Copy every entry verbatim and skip the pictures.

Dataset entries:
■ ■ ■ ■

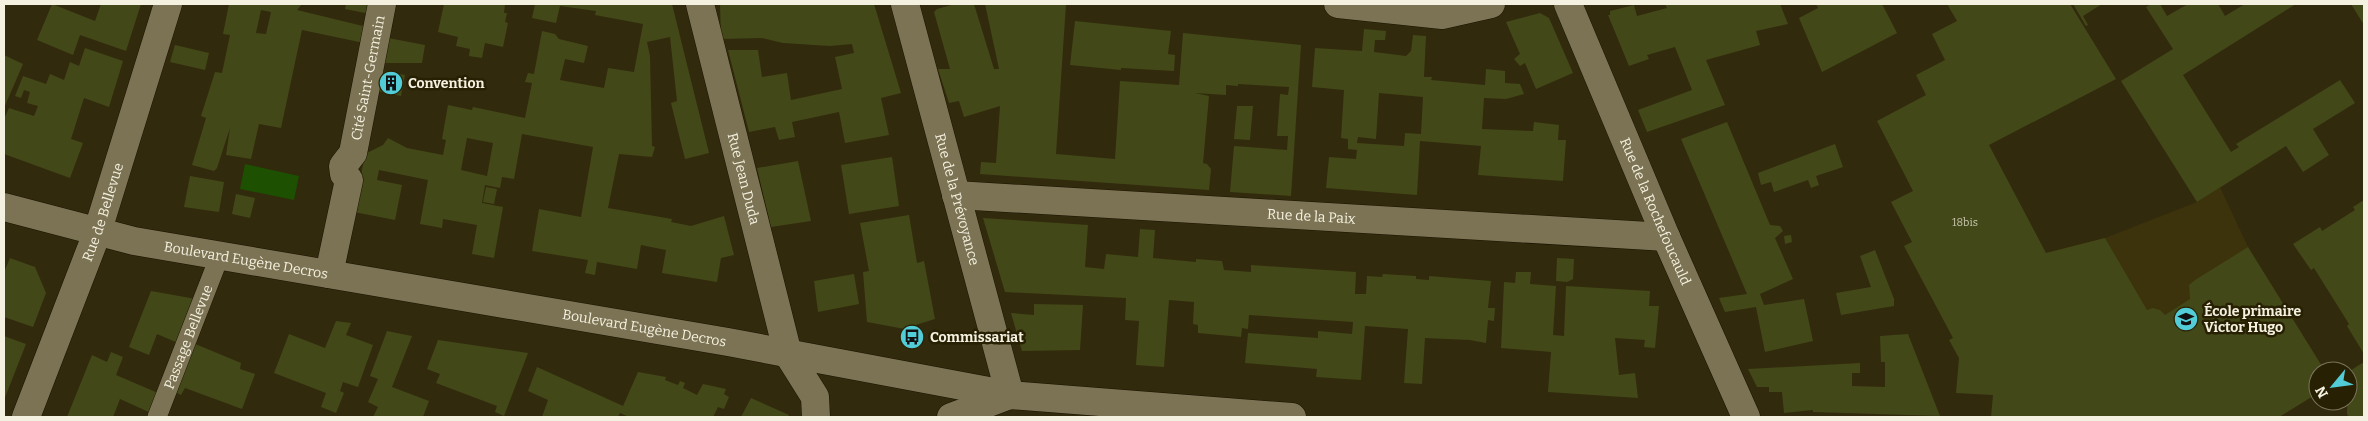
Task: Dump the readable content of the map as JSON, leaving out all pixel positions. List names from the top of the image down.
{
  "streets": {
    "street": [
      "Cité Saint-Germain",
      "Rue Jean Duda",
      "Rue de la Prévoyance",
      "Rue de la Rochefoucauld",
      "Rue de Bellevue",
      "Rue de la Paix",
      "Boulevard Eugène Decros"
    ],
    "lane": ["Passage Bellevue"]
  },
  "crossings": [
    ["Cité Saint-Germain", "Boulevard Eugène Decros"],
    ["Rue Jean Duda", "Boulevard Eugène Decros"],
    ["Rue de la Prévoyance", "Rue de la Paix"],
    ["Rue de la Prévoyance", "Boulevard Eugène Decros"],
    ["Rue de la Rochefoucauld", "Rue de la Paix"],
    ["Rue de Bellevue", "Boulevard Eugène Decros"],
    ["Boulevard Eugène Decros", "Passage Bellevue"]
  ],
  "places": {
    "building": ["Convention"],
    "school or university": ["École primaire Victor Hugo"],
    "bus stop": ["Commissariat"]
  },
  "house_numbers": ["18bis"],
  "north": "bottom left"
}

■ ■ ■ ■

## Solution to this exercise
Task: Dump the readable content of the map as JSON, leaving out all pixel positions. List names from the top of the image down.
{
  "streets": {
    "street": [
      "Cité Saint-Germain",
      "Rue Jean Duda",
      "Rue de la Prévoyance",
      "Rue de la Rochefoucauld",
      "Rue de Bellevue",
      "Rue de la Paix",
      "Boulevard Eugène Decros"
    ],
    "lane": ["Passage Bellevue"]
  },
  "crossings": [
    ["Cité Saint-Germain", "Boulevard Eugène Decros"],
    ["Rue Jean Duda", "Boulevard Eugène Decros"],
    ["Rue de la Prévoyance", "Rue de la Paix"],
    ["Rue de la Prévoyance", "Boulevard Eugène Decros"],
    ["Rue de la Rochefoucauld", "Rue de la Paix"],
    ["Rue de Bellevue", "Boulevard Eugène Decros"],
    ["Boulevard Eugène Decros", "Passage Bellevue"]
  ],
  "places": {
    "building": ["Convention"],
    "school or university": ["École primaire Victor Hugo"],
    "bus stop": ["Commissariat"]
  },
  "house_numbers": ["18bis"],
  "north": "bottom left"
}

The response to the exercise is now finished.